==== MATERIAL PROVIDED

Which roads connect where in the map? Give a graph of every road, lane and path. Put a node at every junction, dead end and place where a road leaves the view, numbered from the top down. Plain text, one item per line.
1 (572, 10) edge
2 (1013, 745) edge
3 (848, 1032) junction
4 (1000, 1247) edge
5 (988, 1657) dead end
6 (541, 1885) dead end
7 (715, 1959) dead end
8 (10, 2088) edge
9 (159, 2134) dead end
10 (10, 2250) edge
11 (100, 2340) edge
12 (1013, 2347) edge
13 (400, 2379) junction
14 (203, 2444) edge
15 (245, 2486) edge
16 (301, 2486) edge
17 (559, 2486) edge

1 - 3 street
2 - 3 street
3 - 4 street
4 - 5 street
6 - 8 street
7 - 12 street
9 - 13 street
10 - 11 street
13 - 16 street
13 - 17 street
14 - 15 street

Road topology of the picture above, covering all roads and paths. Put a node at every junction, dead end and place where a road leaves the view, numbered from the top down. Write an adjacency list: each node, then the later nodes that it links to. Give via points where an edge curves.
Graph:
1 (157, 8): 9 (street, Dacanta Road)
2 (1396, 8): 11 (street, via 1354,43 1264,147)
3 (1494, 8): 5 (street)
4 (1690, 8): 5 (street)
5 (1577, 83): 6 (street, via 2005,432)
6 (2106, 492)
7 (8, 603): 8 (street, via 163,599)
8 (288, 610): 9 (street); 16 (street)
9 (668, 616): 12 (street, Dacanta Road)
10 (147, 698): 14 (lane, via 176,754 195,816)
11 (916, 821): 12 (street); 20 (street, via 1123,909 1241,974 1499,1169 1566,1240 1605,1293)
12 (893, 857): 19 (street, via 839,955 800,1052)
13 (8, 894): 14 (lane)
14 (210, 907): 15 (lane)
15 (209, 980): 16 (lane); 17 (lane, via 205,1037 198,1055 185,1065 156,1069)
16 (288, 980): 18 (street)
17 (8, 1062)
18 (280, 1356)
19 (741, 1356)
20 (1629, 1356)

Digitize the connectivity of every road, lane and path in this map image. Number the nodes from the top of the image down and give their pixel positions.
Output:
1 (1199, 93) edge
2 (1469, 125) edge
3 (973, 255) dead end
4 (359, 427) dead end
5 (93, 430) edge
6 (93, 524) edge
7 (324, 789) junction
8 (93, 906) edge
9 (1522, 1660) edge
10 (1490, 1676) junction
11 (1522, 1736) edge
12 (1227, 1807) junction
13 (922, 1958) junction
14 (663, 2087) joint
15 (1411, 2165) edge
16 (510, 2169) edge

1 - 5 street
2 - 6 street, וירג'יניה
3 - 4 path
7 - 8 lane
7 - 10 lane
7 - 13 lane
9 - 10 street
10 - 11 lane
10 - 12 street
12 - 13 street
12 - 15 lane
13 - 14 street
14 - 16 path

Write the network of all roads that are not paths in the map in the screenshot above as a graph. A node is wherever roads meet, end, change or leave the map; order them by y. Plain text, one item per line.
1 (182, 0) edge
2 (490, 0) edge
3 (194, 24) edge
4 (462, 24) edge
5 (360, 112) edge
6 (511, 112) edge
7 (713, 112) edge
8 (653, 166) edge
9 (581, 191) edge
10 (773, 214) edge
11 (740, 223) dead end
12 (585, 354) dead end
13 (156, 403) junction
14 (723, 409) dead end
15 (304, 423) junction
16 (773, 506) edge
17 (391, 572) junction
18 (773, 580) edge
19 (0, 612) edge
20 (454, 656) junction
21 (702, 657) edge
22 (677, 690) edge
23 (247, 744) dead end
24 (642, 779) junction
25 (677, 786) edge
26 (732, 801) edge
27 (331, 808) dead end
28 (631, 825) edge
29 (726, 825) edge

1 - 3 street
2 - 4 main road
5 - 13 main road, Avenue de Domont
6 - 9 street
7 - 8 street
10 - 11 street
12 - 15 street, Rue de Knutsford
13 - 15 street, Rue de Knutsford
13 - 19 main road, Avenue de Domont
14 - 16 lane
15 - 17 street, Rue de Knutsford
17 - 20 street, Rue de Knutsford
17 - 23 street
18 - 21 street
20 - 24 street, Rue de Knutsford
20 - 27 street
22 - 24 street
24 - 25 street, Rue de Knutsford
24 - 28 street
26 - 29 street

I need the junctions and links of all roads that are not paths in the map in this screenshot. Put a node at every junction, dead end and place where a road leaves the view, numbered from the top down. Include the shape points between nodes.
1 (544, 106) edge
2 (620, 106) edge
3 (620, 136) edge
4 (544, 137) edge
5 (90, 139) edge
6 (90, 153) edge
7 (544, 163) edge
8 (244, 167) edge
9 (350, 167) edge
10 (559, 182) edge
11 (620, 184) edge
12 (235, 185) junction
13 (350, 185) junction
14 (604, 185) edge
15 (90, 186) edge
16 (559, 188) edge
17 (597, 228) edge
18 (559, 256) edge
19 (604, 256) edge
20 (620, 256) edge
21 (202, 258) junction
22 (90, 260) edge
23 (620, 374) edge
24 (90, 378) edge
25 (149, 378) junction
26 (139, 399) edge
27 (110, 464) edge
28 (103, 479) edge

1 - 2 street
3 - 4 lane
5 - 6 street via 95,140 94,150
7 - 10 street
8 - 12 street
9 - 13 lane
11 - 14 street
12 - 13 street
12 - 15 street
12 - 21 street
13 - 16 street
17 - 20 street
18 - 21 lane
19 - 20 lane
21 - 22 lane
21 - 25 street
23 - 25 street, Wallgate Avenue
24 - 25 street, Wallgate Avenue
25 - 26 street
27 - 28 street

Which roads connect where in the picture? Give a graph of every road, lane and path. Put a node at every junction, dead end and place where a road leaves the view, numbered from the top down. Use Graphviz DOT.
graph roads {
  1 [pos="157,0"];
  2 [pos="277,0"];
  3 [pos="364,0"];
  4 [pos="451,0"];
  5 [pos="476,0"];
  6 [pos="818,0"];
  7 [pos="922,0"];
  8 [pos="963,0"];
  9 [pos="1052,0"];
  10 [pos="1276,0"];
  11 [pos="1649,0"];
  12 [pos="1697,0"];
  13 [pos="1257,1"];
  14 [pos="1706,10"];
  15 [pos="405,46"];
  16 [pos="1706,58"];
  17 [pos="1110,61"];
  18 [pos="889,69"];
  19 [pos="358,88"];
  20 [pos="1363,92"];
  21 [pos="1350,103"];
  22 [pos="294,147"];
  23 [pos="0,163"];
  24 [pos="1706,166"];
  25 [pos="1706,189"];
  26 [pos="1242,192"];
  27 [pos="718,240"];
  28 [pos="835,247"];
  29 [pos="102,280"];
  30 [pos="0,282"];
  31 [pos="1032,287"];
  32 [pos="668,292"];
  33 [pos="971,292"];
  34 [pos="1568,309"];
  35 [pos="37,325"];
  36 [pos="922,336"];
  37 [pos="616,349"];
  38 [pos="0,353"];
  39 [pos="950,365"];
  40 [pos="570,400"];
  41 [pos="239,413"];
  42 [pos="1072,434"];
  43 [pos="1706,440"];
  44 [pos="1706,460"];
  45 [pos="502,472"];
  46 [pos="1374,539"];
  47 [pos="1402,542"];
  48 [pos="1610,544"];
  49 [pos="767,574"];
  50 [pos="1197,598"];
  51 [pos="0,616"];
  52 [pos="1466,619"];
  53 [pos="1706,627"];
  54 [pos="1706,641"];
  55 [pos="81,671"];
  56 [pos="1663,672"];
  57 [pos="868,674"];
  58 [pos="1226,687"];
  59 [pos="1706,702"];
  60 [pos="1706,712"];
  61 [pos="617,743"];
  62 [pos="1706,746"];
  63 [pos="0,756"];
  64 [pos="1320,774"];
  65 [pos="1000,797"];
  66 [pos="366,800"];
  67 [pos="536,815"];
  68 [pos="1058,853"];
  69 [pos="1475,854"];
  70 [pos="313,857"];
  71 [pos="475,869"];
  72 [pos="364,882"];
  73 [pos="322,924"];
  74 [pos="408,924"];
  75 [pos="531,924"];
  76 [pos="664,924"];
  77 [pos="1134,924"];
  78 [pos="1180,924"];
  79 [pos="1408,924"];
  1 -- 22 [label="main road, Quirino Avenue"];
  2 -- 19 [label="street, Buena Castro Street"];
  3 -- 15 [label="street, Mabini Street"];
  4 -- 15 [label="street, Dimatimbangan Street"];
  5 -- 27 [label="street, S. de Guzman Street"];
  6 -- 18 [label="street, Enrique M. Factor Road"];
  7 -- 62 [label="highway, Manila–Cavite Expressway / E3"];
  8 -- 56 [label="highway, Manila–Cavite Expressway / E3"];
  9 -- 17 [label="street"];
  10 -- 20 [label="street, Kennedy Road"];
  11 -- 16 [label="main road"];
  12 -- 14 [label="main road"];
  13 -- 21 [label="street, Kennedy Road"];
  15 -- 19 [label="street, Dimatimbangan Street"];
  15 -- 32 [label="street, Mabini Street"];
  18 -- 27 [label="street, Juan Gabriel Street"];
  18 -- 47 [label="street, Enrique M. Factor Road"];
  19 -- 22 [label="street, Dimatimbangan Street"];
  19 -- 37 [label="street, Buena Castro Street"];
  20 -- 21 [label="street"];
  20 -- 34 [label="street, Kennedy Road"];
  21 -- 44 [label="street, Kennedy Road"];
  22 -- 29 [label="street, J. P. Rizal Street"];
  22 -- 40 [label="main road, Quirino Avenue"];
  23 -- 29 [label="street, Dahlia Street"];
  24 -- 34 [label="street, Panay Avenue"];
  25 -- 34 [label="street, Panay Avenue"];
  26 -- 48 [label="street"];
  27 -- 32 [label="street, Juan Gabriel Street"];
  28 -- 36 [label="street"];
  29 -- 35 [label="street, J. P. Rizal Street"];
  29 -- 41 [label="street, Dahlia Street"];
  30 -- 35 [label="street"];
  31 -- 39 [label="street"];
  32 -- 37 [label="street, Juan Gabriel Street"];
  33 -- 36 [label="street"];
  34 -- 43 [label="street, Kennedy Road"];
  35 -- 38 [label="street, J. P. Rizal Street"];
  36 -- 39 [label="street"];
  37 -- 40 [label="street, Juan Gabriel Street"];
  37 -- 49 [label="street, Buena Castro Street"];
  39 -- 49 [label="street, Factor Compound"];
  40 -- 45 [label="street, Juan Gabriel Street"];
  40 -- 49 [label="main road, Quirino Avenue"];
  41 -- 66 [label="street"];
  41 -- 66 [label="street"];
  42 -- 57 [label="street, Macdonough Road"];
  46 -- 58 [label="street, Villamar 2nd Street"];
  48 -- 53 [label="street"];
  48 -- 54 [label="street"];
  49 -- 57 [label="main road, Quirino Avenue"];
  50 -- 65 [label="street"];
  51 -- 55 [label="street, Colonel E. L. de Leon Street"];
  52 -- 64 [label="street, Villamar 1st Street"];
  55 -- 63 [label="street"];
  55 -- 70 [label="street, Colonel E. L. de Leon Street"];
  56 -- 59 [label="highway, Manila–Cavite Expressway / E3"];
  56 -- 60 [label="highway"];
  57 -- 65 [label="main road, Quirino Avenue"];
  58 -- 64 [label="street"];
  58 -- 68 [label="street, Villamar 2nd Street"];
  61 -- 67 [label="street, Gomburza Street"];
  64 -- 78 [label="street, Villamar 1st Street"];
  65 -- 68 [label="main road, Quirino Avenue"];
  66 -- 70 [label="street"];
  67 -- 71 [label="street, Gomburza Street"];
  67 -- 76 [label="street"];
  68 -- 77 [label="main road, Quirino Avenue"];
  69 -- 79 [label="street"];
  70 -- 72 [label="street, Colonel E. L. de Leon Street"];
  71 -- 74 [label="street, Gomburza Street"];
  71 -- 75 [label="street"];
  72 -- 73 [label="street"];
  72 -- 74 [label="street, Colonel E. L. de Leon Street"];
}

========

§ **THE PROBLEM**: Please tally the lines above that include the word "main" and answer with the number by itself.

§ **ANSWER AREA**: 12